> _INSTRUCTIONS TO FOLLOW_
Your task is to repeat the data exactly, every line of it.

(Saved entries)

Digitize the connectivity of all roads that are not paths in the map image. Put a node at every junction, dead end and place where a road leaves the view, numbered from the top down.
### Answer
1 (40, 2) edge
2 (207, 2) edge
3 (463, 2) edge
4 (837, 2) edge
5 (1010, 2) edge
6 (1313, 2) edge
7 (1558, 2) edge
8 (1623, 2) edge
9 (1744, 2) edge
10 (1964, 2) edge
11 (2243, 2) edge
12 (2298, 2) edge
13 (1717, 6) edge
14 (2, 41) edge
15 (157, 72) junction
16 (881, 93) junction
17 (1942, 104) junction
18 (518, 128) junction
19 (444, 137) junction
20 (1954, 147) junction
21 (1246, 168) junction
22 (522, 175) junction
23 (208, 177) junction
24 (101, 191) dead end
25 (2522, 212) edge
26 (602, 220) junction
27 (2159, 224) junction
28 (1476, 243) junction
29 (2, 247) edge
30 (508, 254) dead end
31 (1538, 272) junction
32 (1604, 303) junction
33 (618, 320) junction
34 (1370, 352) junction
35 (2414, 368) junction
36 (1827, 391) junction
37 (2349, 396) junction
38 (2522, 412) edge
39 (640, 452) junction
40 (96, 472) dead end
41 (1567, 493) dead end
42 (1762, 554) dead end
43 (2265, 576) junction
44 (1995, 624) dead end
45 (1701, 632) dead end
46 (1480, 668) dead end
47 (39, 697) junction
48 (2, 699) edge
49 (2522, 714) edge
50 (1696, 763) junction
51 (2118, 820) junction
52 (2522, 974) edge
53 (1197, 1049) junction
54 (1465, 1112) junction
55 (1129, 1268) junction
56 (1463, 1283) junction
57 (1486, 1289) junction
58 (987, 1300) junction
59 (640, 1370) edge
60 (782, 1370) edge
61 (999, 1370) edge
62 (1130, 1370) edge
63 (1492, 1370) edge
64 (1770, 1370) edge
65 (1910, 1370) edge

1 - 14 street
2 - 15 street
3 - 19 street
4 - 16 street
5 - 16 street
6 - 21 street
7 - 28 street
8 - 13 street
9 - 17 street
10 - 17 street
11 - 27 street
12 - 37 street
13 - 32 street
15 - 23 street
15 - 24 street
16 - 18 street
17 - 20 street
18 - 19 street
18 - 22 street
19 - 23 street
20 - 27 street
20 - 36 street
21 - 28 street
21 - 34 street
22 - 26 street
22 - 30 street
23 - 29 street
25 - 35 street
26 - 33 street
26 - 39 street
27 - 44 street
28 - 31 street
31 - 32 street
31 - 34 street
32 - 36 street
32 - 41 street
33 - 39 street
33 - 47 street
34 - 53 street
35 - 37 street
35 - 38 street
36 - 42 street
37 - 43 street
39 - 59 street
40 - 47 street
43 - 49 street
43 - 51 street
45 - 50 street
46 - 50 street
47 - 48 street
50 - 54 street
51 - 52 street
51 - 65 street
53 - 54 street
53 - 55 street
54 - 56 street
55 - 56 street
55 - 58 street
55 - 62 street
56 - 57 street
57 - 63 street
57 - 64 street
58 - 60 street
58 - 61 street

> _SOLUTION BELOW_
Digitize the connectivity of all roads that are not paths in the map image. Put a node at every junction, dead end and place where a road leaves the view, numbered from the top down.
### Answer
1 (40, 2) edge
2 (207, 2) edge
3 (463, 2) edge
4 (837, 2) edge
5 (1010, 2) edge
6 (1313, 2) edge
7 (1558, 2) edge
8 (1623, 2) edge
9 (1744, 2) edge
10 (1964, 2) edge
11 (2243, 2) edge
12 (2298, 2) edge
13 (1717, 6) edge
14 (2, 41) edge
15 (157, 72) junction
16 (881, 93) junction
17 (1942, 104) junction
18 (518, 128) junction
19 (444, 137) junction
20 (1954, 147) junction
21 (1246, 168) junction
22 (522, 175) junction
23 (208, 177) junction
24 (101, 191) dead end
25 (2522, 212) edge
26 (602, 220) junction
27 (2159, 224) junction
28 (1476, 243) junction
29 (2, 247) edge
30 (508, 254) dead end
31 (1538, 272) junction
32 (1604, 303) junction
33 (618, 320) junction
34 (1370, 352) junction
35 (2414, 368) junction
36 (1827, 391) junction
37 (2349, 396) junction
38 (2522, 412) edge
39 (640, 452) junction
40 (96, 472) dead end
41 (1567, 493) dead end
42 (1762, 554) dead end
43 (2265, 576) junction
44 (1995, 624) dead end
45 (1701, 632) dead end
46 (1480, 668) dead end
47 (39, 697) junction
48 (2, 699) edge
49 (2522, 714) edge
50 (1696, 763) junction
51 (2118, 820) junction
52 (2522, 974) edge
53 (1197, 1049) junction
54 (1465, 1112) junction
55 (1129, 1268) junction
56 (1463, 1283) junction
57 (1486, 1289) junction
58 (987, 1300) junction
59 (640, 1370) edge
60 (782, 1370) edge
61 (999, 1370) edge
62 (1130, 1370) edge
63 (1492, 1370) edge
64 (1770, 1370) edge
65 (1910, 1370) edge

1 - 14 street
2 - 15 street
3 - 19 street
4 - 16 street
5 - 16 street
6 - 21 street
7 - 28 street
8 - 13 street
9 - 17 street
10 - 17 street
11 - 27 street
12 - 37 street
13 - 32 street
15 - 23 street
15 - 24 street
16 - 18 street
17 - 20 street
18 - 19 street
18 - 22 street
19 - 23 street
20 - 27 street
20 - 36 street
21 - 28 street
21 - 34 street
22 - 26 street
22 - 30 street
23 - 29 street
25 - 35 street
26 - 33 street
26 - 39 street
27 - 44 street
28 - 31 street
31 - 32 street
31 - 34 street
32 - 36 street
32 - 41 street
33 - 39 street
33 - 47 street
34 - 53 street
35 - 37 street
35 - 38 street
36 - 42 street
37 - 43 street
39 - 59 street
40 - 47 street
43 - 49 street
43 - 51 street
45 - 50 street
46 - 50 street
47 - 48 street
50 - 54 street
51 - 52 street
51 - 65 street
53 - 54 street
53 - 55 street
54 - 56 street
55 - 56 street
55 - 58 street
55 - 62 street
56 - 57 street
57 - 63 street
57 - 64 street
58 - 60 street
58 - 61 street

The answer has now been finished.